* [Directions]:
Go through the data line by line from the top, retyping each exactly, and end with the line that contains "img.src = src;".

* [Data supplied]:
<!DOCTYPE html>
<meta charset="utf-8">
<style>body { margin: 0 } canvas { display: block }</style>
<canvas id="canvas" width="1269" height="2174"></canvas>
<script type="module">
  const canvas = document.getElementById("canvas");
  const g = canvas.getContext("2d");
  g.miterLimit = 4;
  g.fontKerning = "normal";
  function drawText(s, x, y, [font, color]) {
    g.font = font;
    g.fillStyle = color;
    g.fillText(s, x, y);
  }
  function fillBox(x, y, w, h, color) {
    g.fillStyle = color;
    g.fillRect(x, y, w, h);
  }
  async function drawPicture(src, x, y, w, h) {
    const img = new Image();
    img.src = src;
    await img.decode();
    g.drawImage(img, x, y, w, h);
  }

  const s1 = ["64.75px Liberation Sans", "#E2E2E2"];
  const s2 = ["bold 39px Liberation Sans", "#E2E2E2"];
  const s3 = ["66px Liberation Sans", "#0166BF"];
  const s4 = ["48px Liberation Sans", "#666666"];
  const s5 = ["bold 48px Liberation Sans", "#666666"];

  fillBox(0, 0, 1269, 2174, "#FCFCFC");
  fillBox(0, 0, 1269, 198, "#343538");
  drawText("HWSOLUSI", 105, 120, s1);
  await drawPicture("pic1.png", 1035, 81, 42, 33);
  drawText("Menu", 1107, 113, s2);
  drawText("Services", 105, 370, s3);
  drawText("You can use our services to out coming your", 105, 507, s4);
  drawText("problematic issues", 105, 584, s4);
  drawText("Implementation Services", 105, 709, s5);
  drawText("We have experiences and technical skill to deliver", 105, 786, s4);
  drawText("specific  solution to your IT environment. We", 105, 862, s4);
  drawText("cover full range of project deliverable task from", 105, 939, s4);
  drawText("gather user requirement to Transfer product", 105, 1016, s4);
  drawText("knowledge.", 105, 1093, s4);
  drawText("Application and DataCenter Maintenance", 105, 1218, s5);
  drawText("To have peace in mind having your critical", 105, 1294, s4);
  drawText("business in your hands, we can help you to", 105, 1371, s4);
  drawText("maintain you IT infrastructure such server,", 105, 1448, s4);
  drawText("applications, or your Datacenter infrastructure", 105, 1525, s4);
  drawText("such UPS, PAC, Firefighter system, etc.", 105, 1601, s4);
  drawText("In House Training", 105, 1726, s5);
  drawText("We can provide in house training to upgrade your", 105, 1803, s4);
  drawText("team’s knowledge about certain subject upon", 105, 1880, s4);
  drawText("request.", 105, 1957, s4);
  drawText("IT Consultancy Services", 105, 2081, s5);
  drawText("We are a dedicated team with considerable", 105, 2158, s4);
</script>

* [Solution to the exercise]:
<!DOCTYPE html>
<meta charset="utf-8">
<style>body { margin: 0 } canvas { display: block }</style>
<canvas id="canvas" width="1269" height="2174"></canvas>
<script type="module">
  const canvas = document.getElementById("canvas");
  const g = canvas.getContext("2d");
  g.miterLimit = 4;
  g.fontKerning = "normal";
  function drawText(s, x, y, [font, color]) {
    g.font = font;
    g.fillStyle = color;
    g.fillText(s, x, y);
  }
  function fillBox(x, y, w, h, color) {
    g.fillStyle = color;
    g.fillRect(x, y, w, h);
  }
  async function drawPicture(src, x, y, w, h) {
    const img = new Image();
    img.src = src;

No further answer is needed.